Categorical data tables can be modeled as finite, atomic, Boolean algebras. These models can be used to discover predictive rules in the data. The rules can be expressed by a Boolean algebraic formula in a normalized disjunctive form. The attributes and their values define a maximal algebra, and there exists a Boolean homomorphism from this to the algebra of actual data. The homomorphism kernel can be determined and transformed into a normalized disjunctive form. The predictive factors of all binary attributes can be derived immediately from this kernel. For attributes with more than two values a Boolean homomorphism can be constructed from the maximal algebra to the part of the table which contains the complement of the value to be determined. The predictive factors are in the subset, of the kernel, which matches the atoms which do contain the attribute-value. The Boolean meets which predict an attribute-value are partially or- dered, and this order can be determined by induction.

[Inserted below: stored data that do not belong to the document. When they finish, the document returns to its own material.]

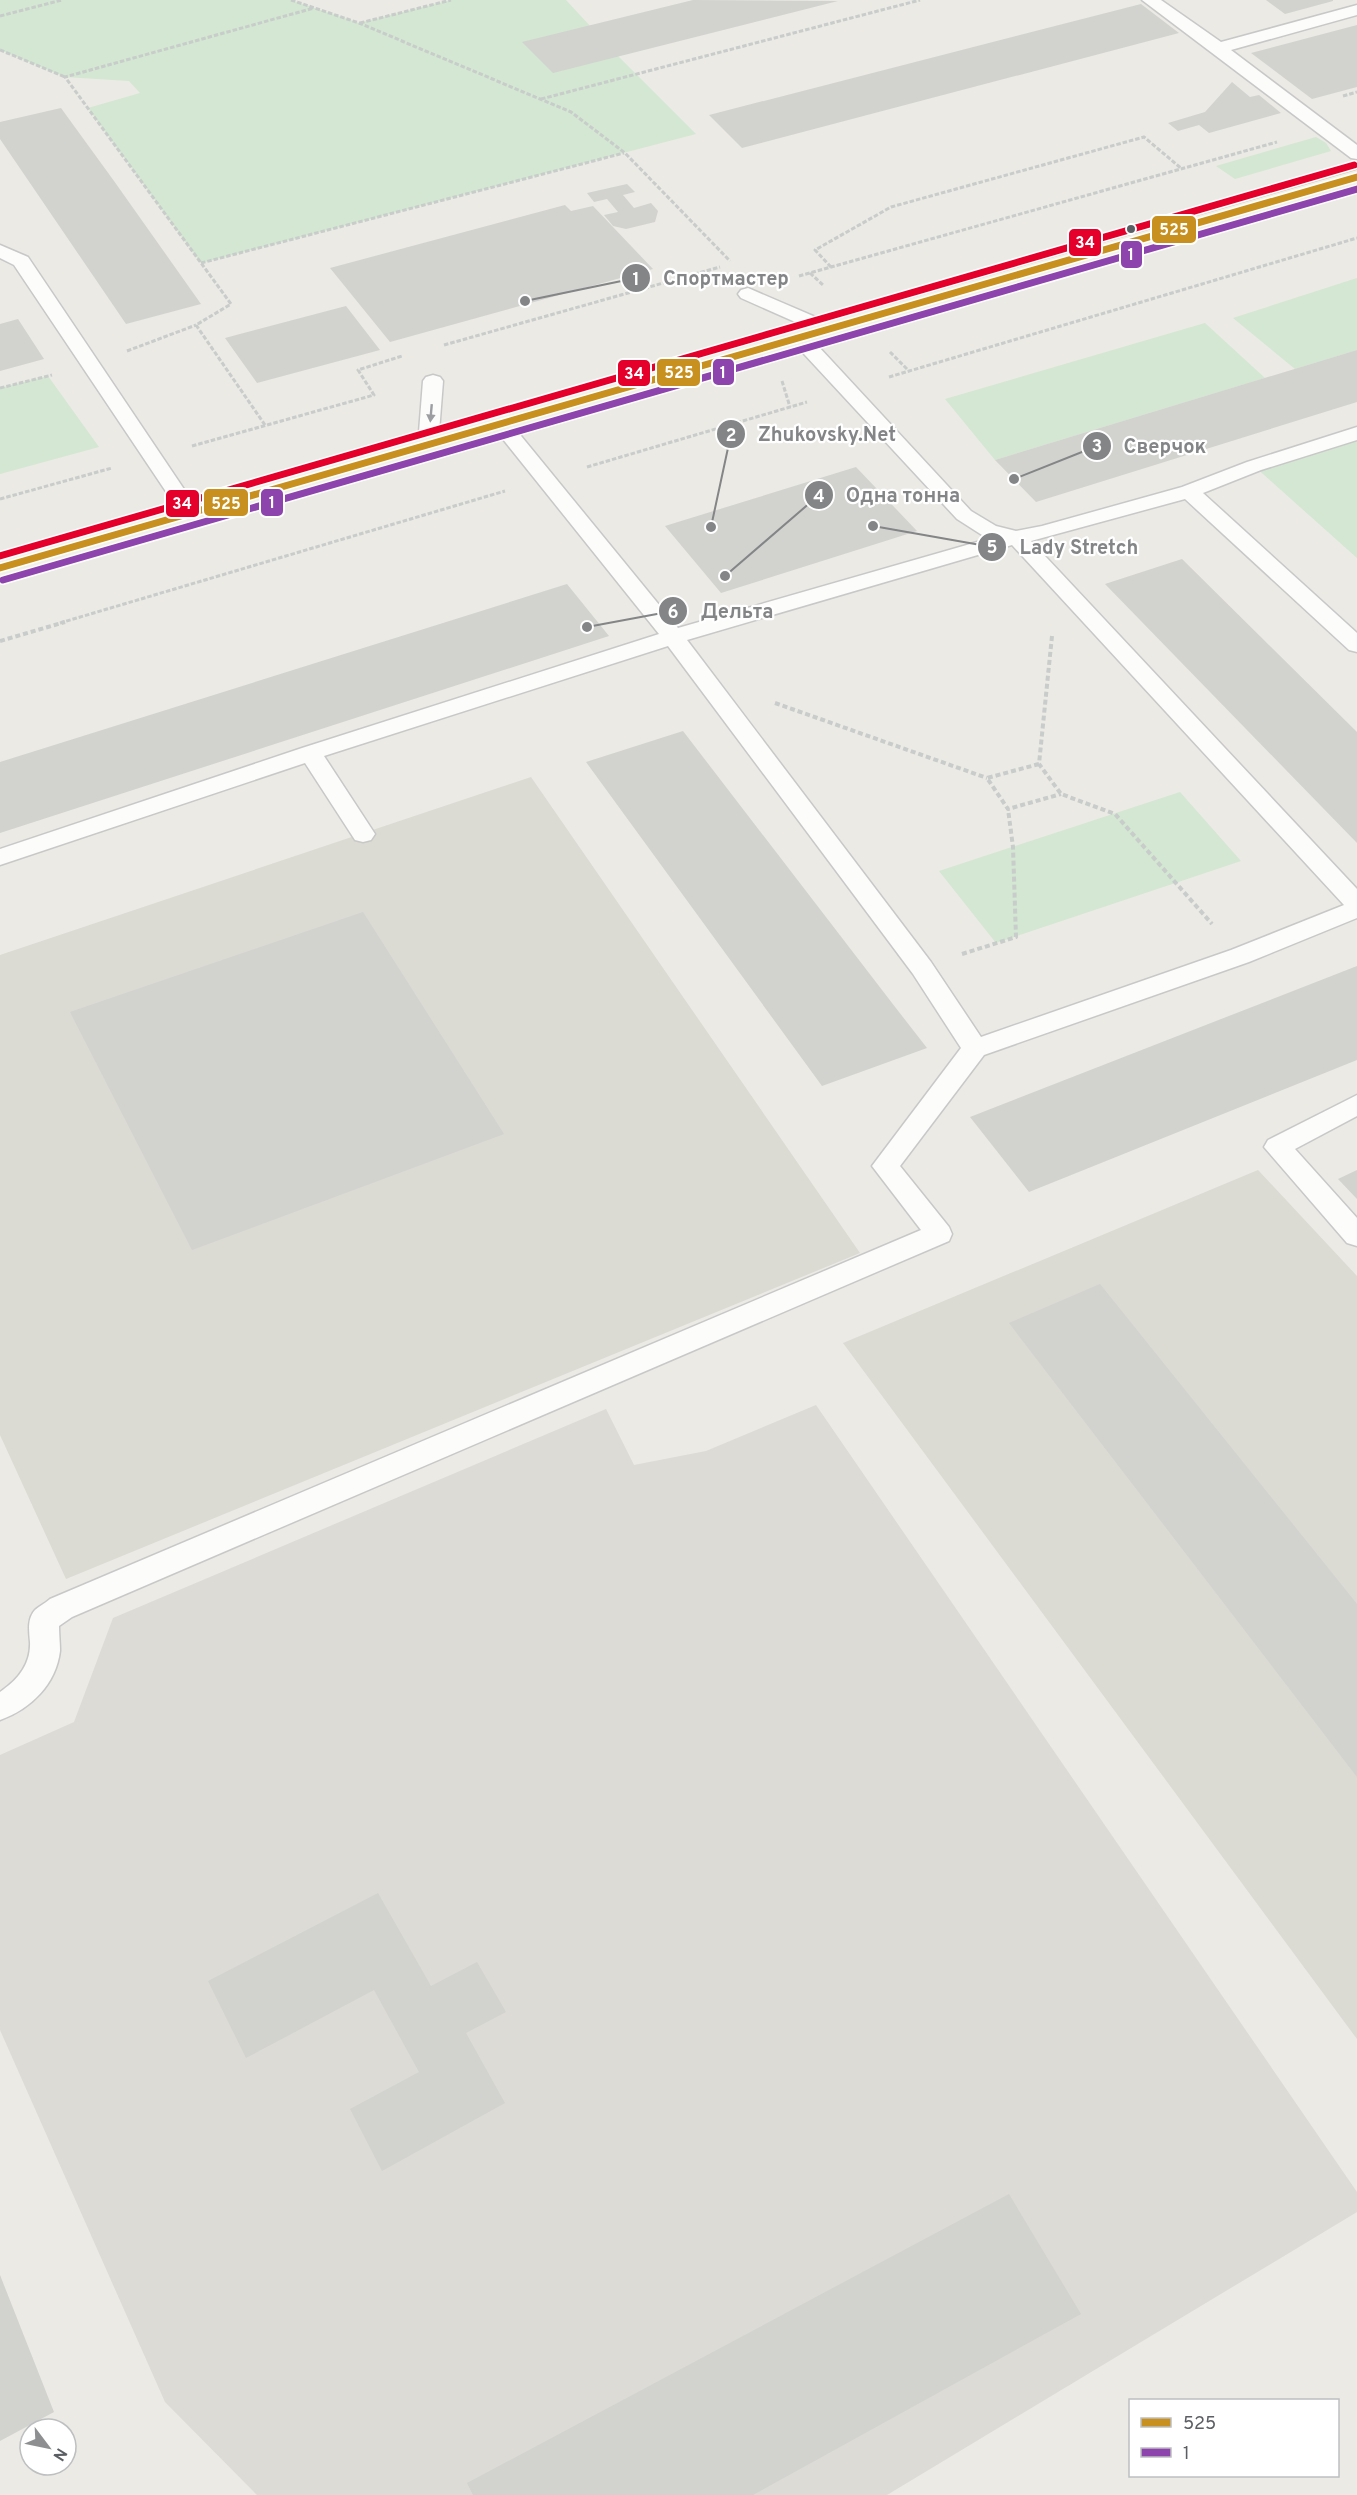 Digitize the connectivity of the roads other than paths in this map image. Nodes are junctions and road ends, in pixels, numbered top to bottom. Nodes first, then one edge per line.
1 (1150, 0) edge
2 (1357, 10) edge
3 (1218, 48) junction
4 (1357, 154) edge
5 (1357, 177) edge
6 (0, 251) edge
7 (748, 294) dead end
8 (827, 329) junction
9 (799, 337) junction
10 (434, 381) dead end
11 (501, 424) junction
12 (1357, 433) edge
13 (428, 444) junction
14 (1189, 491) junction
15 (190, 513) junction
16 (1016, 537) junction
17 (0, 568) edge
18 (673, 637) junction
19 (1357, 645) edge
20 (310, 753) junction
21 (363, 834) dead end
22 (0, 857) edge
23 (1357, 904) edge
24 (1357, 909) edge
25 (975, 1049) junction
26 (1357, 1104) edge
27 (1357, 1236) edge
28 (0, 1707) edge

1 - 3 lane
2 - 3 lane
3 - 4 lane
5 - 8 main road
6 - 15 lane
7 - 8 lane
8 - 9 main road
9 - 11 main road
9 - 16 lane
10 -> 13 lane
11 - 13 main road
11 - 18 lane
12 - 14 lane
13 - 15 main road
14 - 16 lane
14 - 19 lane
15 - 17 main road
16 - 18 lane
16 - 23 lane
18 - 20 lane
18 - 25 lane
20 - 21 lane
20 - 22 lane
24 - 25 lane
25 - 28 lane
26 - 27 lane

Keywords: Data Analytics, Categorical Data, Boolean Algebras, Induction
The white paper, 'Deriving Heuristic Rulse from Facts' (21 pages, 210K pdf, January 2007) is an informal treatment of the Emping 0.6 principles. The first section defines a fact model and a rule model in terms of partitions of a set. The second section treats the reduction algorithm and proves it finds all possible shortest rules. Therefore it produces a normal form representation of the rule model. The third section shows how to get the partial order, if there is one, of reduced antecedents through abduction. Entailment and overlap of underlying sets may allow further rule simplification. All examples use a data table from a classic paper by J.R. Quinlan, and the reductions were obtained with the Emping computer program.
The rest of content of the paper is, at this time (2012), judged to be incorrect and, at best, not very useful.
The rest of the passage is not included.